• Riccardo Alvino

Fisioterapia post chirurgica

Aggiornamento: lug 22

Riabilitare significa ripristinare una funzione motoria e sensoriale, e quindi aiutare il paziente a riacquistare la propria autonomia nelle attività di vita quotidiana. La fisioterapia è volta a implementare le funzione motorie e sensoriali che sono state colpite o da una patologia, acuta o cronica, oppure da un intervento chirurgico.


Si distingue quindi la fisioterapia conservativa, in assenza d’intervento medico-chirurgico, e la fisioterapia post-chirurgica, dopo una lesione chirurgica necessaria. Per affrontare nel miglior dei modi il decorso post operatorio, viene prescritta dal medico o consigliata dal terapista, la riabilitazione pre-operatoria; al fine di raggiungere risultati migliori e in tempi più brevi, lavorando sulla perfomance muscolare e sul recupero del movimento articolare. Qualunque sia la tipologia d’intervento chirurgico (ortopedico, neurologico, viscerale o di altre strutture anatomiche), bisogna sempre prendere in considerazione di avviare un percorso riabilitativo di recupero motorio e sensoriale, atto a ridurre l’incidenza delle problematiche post-operatorie.
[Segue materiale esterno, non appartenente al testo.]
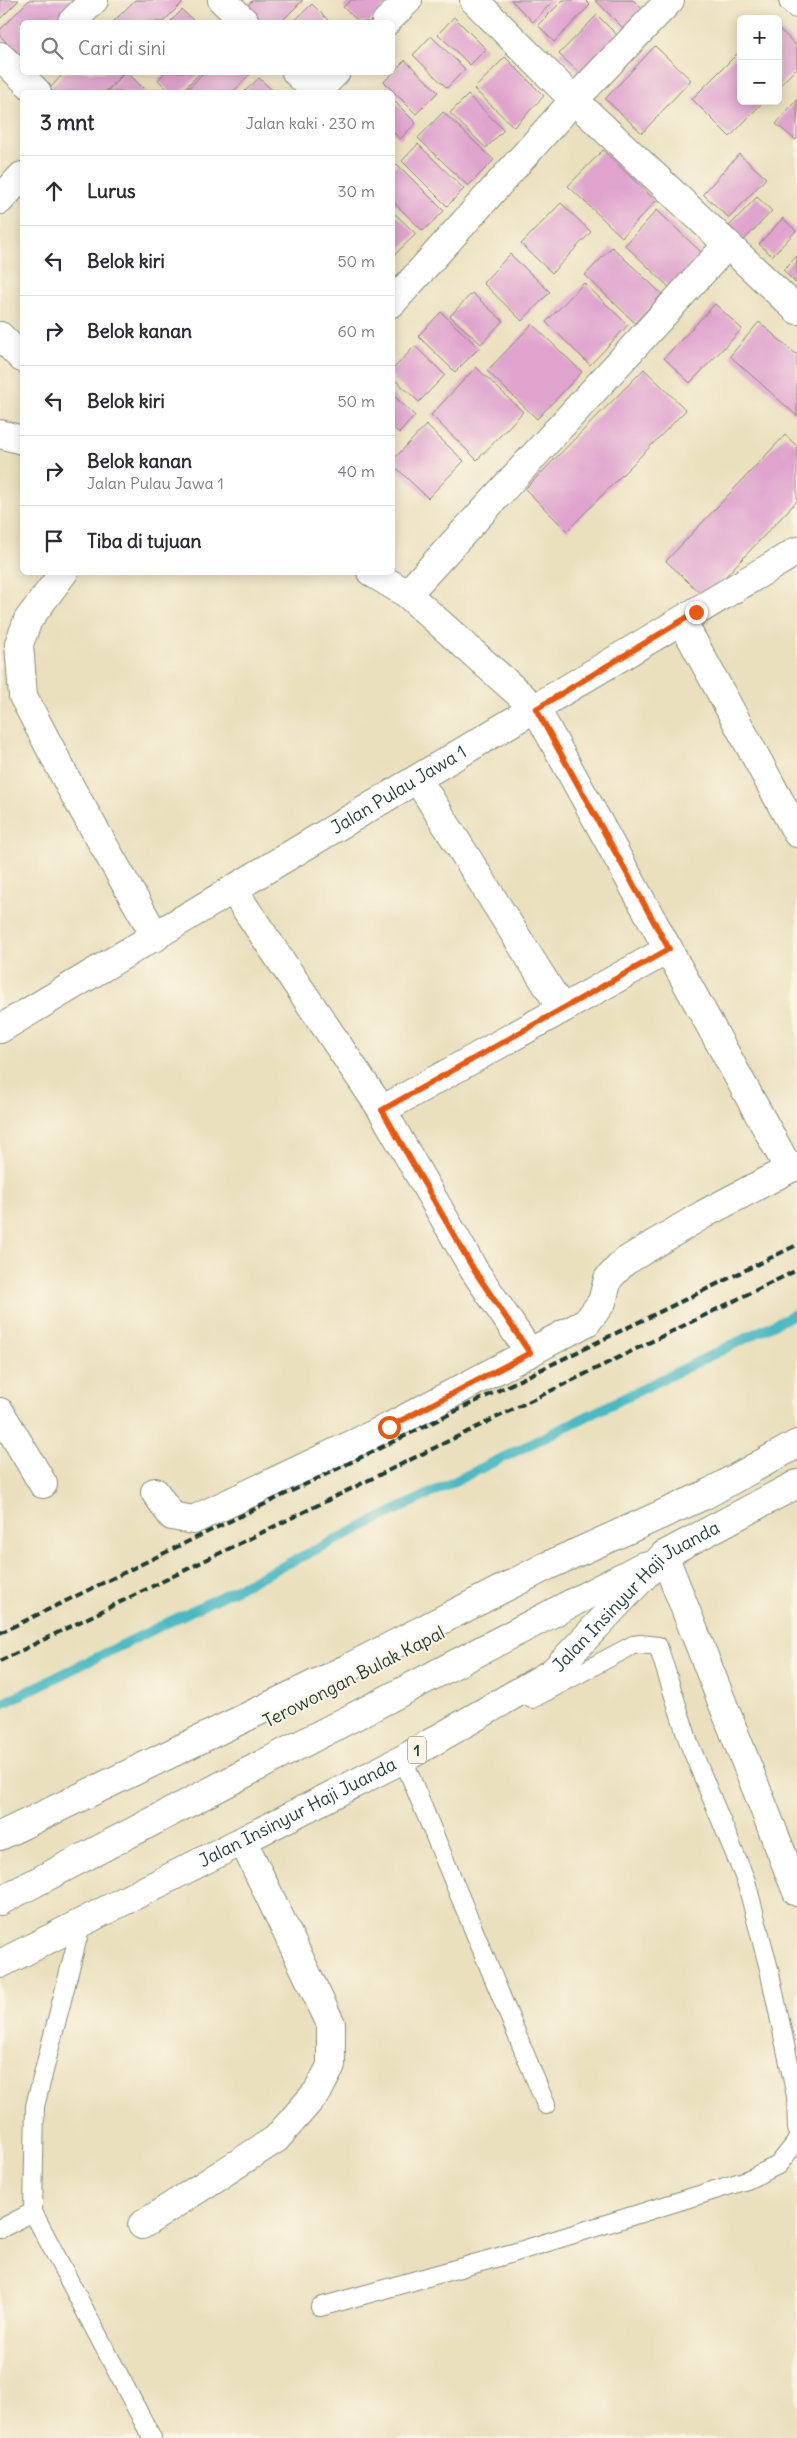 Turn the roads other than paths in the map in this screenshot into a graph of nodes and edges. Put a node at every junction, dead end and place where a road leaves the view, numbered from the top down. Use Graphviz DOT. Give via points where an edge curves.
graph roads {
  1 [pos="94,0"];
  2 [pos="222,0"];
  3 [pos="408,0"];
  4 [pos="474,0"];
  5 [pos="670,0"];
  6 [pos="793,0"];
  7 [pos="797,4"];
  8 [pos="74,20"];
  9 [pos="243,20"];
  10 [pos="388,20"];
  11 [pos="0,56"];
  12 [pos="20,74"];
  13 [pos="299,75"];
  14 [pos="333,75"];
  15 [pos="314,90"];
  16 [pos="318,90"];
  17 [pos="574,100"];
  18 [pos="20,178"];
  19 [pos="0,200"];
  20 [pos="728,244"];
  21 [pos="395,300"];
  22 [pos="797,310"];
  23 [pos="0,336"];
  24 [pos="20,356"];
  25 [pos="0,434"];
  26 [pos="20,439"];
  27 [pos="797,552"];
  28 [pos="62,575"];
  29 [pos="376,575"];
  30 [pos="407,594"];
  31 [pos="682,621"];
  32 [pos="536,709"];
  33 [pos="418,780"];
  34 [pos="797,833"];
  35 [pos="233,890"];
  36 [pos="156,936"];
  37 [pos="669,949"];
  38 [pos="562,1009"];
  39 [pos="0,1029"];
  40 [pos="382,1110"];
  41 [pos="793,1168"];
  42 [pos="530,1353"];
  43 [pos="0,1412"];
  44 [pos="797,1444"];
  45 [pos="43,1484"];
  46 [pos="797,1484"];
  47 [pos="155,1492"];
  48 [pos="705,1495"];
  49 [pos="664,1555"];
  50 [pos="404,1762"];
  51 [pos="0,1836"];
  52 [pos="244,1841"];
  53 [pos="0,1851"];
  54 [pos="797,1892"];
  55 [pos="0,1901"];
  56 [pos="82,1921"];
  57 [pos="0,1964"];
  58 [pos="546,2106"];
  59 [pos="797,2129"];
  60 [pos="797,2141"];
  61 [pos="34,2212"];
  62 [pos="142,2225"];
  63 [pos="0,2229"];
  64 [pos="320,2307"];
  65 [pos="152,2438"];
  1 -- 8 [label="main road"];
  2 -- 9 [label="main road"];
  3 -- 10 [label="main road"];
  4 -- 17 [label="main road"];
  5 -- 17 [label="main road"];
  6 -- 7 [label="main road"];
  11 -- 12 [label="main road"];
  13 -- 15 [label="main road"];
  14 -- 16 [label="main road"];
  17 -- 20 [label="main road"];
  17 -- 21 [label="main road"];
  18 -- 19 [label="main road"];
  20 -- 22 [label="main road"];
  20 -- 30 [label="main road"];
  23 -- 24 [label="main road"];
  25 -- 26 [label="main road"];
  27 -- 31 [label="main road, Jalan Pulau Jawa 1"];
  28 -- 36 [label="main road" via="28,620 19,644 23,696 72,790"];
  29 -- 30 [label="main road"];
  30 -- 32 [label="main road"];
  31 -- 32 [label="main road, Jalan Pulau Jawa 1"];
  31 -- 34 [label="main road"];
  32 -- 33 [label="main road, Jalan Pulau Jawa 1"];
  32 -- 37 [label="main road"];
  33 -- 35 [label="main road, Jalan Pulau Jawa 1"];
  33 -- 38 [label="main road"];
  35 -- 36 [label="main road, Jalan Pulau Jawa 1"];
  35 -- 40 [label="main road"];
  36 -- 39 [label="main road, Jalan Pulau Jawa 1"];
  37 -- 38 [label="main road"];
  37 -- 41 [label="main road"];
  38 -- 40 [label="main road"];
  40 -- 42 [label="main road" via="474,1270"];
  41 -- 42 [label="main road" via="704,1214 624,1262 608,1279 602,1302 587,1322"];
  42 -- 47 [label="main road" via="389,1427 192,1520 172,1516"];
  43 -- 45 [label="main road"];
  44 -- 48 [label="main road, Jalan Insinyur Haji Juanda"];
  46 -- 49 [label="main road, Jalan Insinyur Haji Juanda / 1"];
  48 -- 51 [label="main road, Jalan Insinyur Haji Juanda" via="547,1566 365,1659"];
  48 -- 53 [label="main road, Terowongan Bulak Kapal" via="355,1678"];
  49 -- 50 [label="main road, Jalan Insinyur Haji Juanda / 1" via="553,1672"];
  49 -- 54 [label="main road"];
  49 -- 55 [label="main road, Terowongan Bulak Kapal / 1"];
  50 -- 52 [label="main road, Jalan Insinyur Haji Juanda / 1"];
  50 -- 58 [label="lane"];
  50 -- 59 [label="lane" via="633,1645 658,1646 690,1743 746,1881 796,2096"];
  52 -- 56 [label="main road, Jalan Insinyur Haji Juanda / 1"];
  52 -- 62 [label="main road" via="331,2024 331,2066 318,2091 276,2139"];
  56 -- 57 [label="main road, Jalan Insinyur Haji Juanda / 1"];
  56 -- 61 [label="lane" via="35,2106"];
  60 -- 64 [label="lane" via="778,2165 747,2180 513,2253"];
  61 -- 63 [label="lane"];
  61 -- 65 [label="lane"];
}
La fisioterapia post-chirurgica annovera tutti gli strumenti e le tecniche manuali che il terapista utilizza per contrastare le complicanze nel decorso post operatorio, e comprende: tecniche manuali e osteopatiche (mobilizzazioni articolari e muscolari, e terapia miofasciale trattando i trigger points con e senza ausili), terapia strumentale (tecar, laser, ultrasuoni, correnti antalgiche, magneto) ed esercizio terapeutico ad hoc.



Gli obiettivi fisioterapici post-chirurgici sono molteplici e includono: la riduzione del dolore, il recupero articolare, la riduzione dell’edema chirurgico, il ripristino del funzionamento muscolare, la prevenzione delle complicazioni da riduzione quantitativa e qualitativa di movimento, la reintegrazione delle funzioni motorie e sensoriali complesse nelle attività quotidiane, lavorative, sportive e ludiche, e quindi migliorare la salute del paziente in generale. Gli interventi chirurgici che richiedono un piano riabilitativo sono svariati e spaziano dall’intervento di protesi articolare o di ricostruzione legamentosa, tendinea e ossea; alla chirurgia di ernie discali, di lesioni midollari e cerebrali; alla chirurgia cardiovascolare e polmonare e a quella oncologica.